(DATASET EXTRACT Opens)

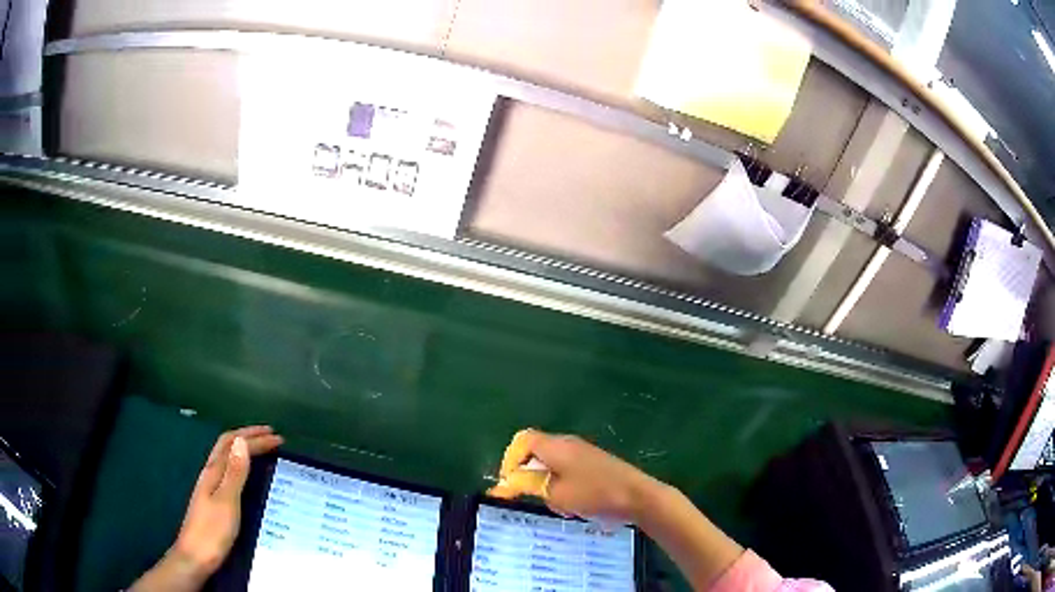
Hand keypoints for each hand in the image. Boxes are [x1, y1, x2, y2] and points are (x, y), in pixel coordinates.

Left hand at [131, 426, 282, 591]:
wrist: (195, 557)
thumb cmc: (212, 531)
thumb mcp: (227, 501)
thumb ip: (234, 473)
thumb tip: (242, 441)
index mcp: (213, 472)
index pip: (234, 445)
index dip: (255, 439)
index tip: (278, 438)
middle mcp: (210, 474)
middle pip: (227, 446)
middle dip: (248, 436)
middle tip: (270, 435)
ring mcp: (210, 487)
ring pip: (227, 458)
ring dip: (244, 448)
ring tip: (261, 449)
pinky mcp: (213, 500)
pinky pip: (228, 472)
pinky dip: (241, 465)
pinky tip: (247, 475)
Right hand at [489, 429, 744, 590]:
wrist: (637, 495)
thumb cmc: (593, 493)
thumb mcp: (554, 492)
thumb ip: (526, 484)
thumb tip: (503, 483)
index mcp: (555, 445)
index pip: (522, 441)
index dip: (509, 461)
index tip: (510, 485)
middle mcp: (568, 443)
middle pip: (535, 452)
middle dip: (529, 476)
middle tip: (534, 497)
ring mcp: (583, 453)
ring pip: (551, 465)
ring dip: (547, 484)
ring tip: (559, 505)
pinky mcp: (595, 464)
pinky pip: (567, 471)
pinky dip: (562, 486)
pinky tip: (575, 505)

(DATASET EXTRACT Closes)

#### WHAT THE TASK REQUIRES:
Which lines run from the one containing "ring mcp: (210, 487)" to the end of the records? Transcribe exactly those, both ends included.

#### SOLUTION TO THIS PROBLEM:
ring mcp: (210, 487)
ring pip: (227, 458)
ring dip: (244, 448)
ring tip: (261, 449)
pinky mcp: (213, 500)
pinky pip: (228, 472)
pinky dip: (241, 465)
pinky tip: (247, 475)
Right hand at [489, 429, 744, 590]:
wrist: (637, 495)
thumb cmc: (593, 493)
thumb mcp: (554, 492)
thumb ip: (526, 484)
thumb tip: (503, 483)
index mcp: (555, 445)
index pip: (522, 441)
index dip: (509, 461)
index tip: (510, 485)
middle mcp: (568, 443)
middle pip: (535, 452)
middle dip: (529, 476)
middle tip: (534, 497)
ring mcp: (583, 453)
ring pip: (551, 465)
ring dip: (547, 484)
ring tip: (559, 505)
pinky mcp: (595, 464)
pinky pip: (567, 471)
pinky dip: (562, 486)
pinky tip: (575, 505)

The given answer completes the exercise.